Can I grow any canna in my pool?
Cannas are native to moist areas and many do quite well if grown in water, as
long as they are not submerged too deeply. The cannas in the pool at the
U.S. National Arboretum are varieties of Canna glauca or hybrids
between Canna glauca and other canna species. They may also be grown
in bog plantings where the soil is constantly saturated. Garden cannas
are surprisingly adaptable to wet conditions and some may be grown in water
if temperatures are warm. The rhizomes of all cannas rot in cold, saturated
soil, so they cannot live over the winter in the aquatic garden.
Can I keep my plants in the pond during the winter?
That depends on which plants you are growing. Some aquatic plants
are perfectly hardy and can spend the winter in the pond. Hardy water
lilies and lotus can simply be moved to a lower depth in the pond.
Hardy plants such as cattails, water iris, and rushes can stay near the
water's surface where they normally grow. Tropical plants such as
tropical water lilies, cannas, and papyrus cannot even tolerate cold water,
so they must be kept in a greenhouse over the winter or they must be started
from new divisions every year.
What can I do to keep algae out of my pond?
The algae is growing because the nutrients are available to support its growth. A small amount of algae is good for the aquatic garden since it absorbs excess nutrients in the water, helping to keep it pure. Uncontrolled algal growth depletes oxygen in the water and makes the water inhospitable for the fish.

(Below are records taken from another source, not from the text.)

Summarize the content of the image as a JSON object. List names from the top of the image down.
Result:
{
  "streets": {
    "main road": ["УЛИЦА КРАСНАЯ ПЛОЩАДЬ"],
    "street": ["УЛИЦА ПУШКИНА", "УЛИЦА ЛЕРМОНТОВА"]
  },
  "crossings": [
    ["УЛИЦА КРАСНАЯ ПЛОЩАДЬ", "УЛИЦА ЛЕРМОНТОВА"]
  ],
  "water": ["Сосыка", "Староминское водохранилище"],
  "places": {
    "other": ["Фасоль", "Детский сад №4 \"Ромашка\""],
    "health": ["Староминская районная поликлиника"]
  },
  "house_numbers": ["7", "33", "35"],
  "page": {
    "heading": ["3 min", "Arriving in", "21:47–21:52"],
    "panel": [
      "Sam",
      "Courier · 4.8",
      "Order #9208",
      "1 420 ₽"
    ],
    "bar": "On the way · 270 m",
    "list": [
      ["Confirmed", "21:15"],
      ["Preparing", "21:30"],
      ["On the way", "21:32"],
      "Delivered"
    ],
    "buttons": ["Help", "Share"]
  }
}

Make sure that you have not overstocked your pond with fish. Also make sure that you are not overfeeding your fish. Uneaten food is source of nutrients that translates into algal growth, and a large population of fish produces a large amount of nutrients when they excrete waste products. A pond biofilter can help remove excess nutrients and keep the water clear. You can also add water to the pond periodically to dilute nutrients if you have an overflow system that can drain excess water out of the pond. Barley straw discourages the growth of certain types of algae. Pond supply firms sell barley straw products that can be submerged in your pond. Dyes are available that can be added to the water. The black material absorbs the sun's light energy and deprives the algae of the light it needs to carry out photosynthesis and survive. Dye products have the added advantages of protecting your fish from predators and concealing plumbing and pots in your pond.

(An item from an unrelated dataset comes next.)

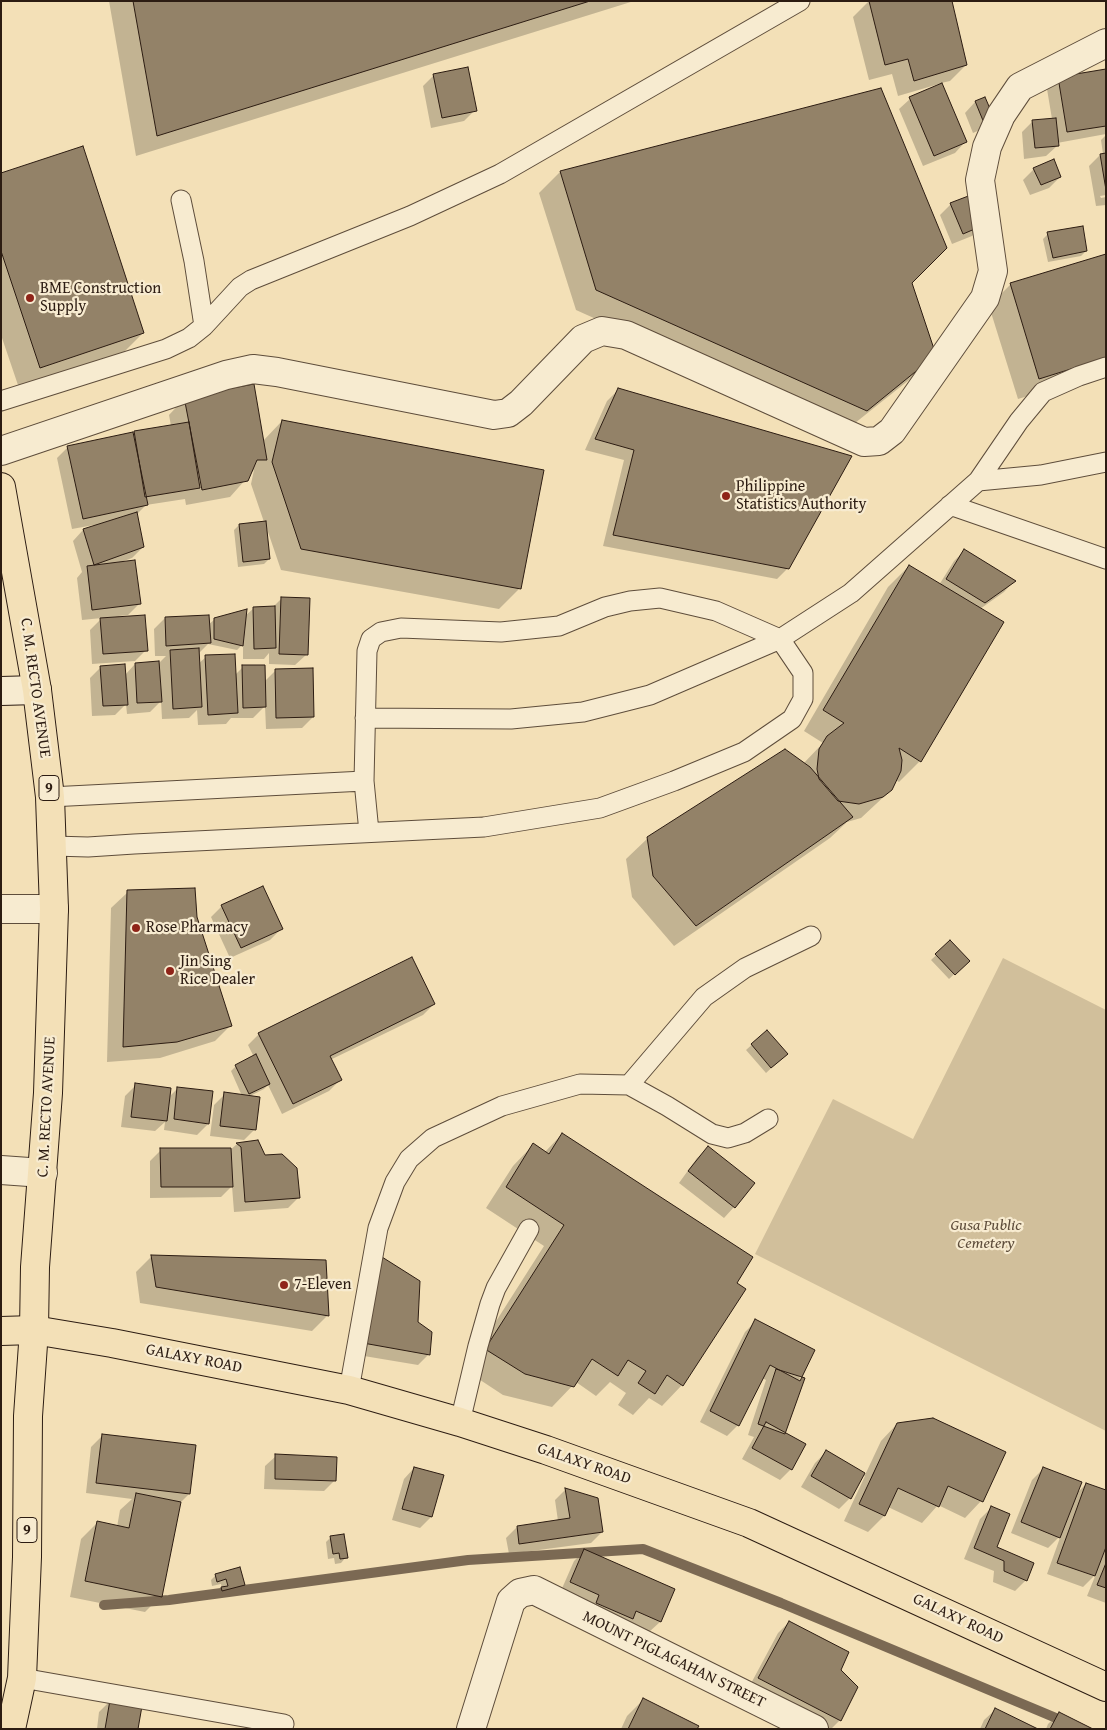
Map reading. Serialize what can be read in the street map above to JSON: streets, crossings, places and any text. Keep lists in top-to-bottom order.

Many aquatic plant gardeners are tempted to drain the pond, clean it,
and start over with fresh water when confronted with algae. This
is usually counterproductive since the excess nutrients that cause algae
to grow build rapidly in the fresh water. Frequent water changes
and cleaning can make for drastic changes in pond pH and are stressful
for fish and other aquatic life. Only drain and clean your pond when
a substantial layer of decaying organic matter has accumulated at the bottom.
Should I put fish in my pond?
Fish add movement and character to any pond, and they are an important component in a healthy aquatic ecosystem. They also eliminate mosquitoes and other insects that breed in water. Many fish species also eat aquatic plants, however, so it is important to keep their numbers at a reasonable level. Many aquatic gardeners keep ornamental carp known as koi in their ponds. These fish are available in a myriad of colors and patterns and can live for a very long time and grow quite large. Goldfish are very adaptable and can survive the winter in your pond if it does not freeze to the bottom and a portion of the water surface is kept free of ice to allow for gas exchange.
If you choose to keep fish in your pond, make sure they don't have the
opportunity to escape to natural waterways in your neighborhood where they
can compete with and displace native fish species.
Where can I get more information about aquatic plants and koi?
For more information about Victoria Water Platters at the U.S. National Arboretum, visit our "From Seed to Autumn Gala and Beyond: Victoria Water Platters at the U.S. National Arboretum" page.
For more information about water gardening, visit the International Waterlily and Water Gardening Society at www.iwgs.org. It's also worthwhile to use your favorite search engine to search for nurseries specializing in plants for water gardens.
For more information on koi, visit the Associated Koi Clubs of America web site at www.akca.org or the Zen Nippon Airinkai at www.anabuki.co.jp/zna/english.
If you're interested in Victoria water lilies, you can find more information at www.mobot.org/MOBOT/hort/lily.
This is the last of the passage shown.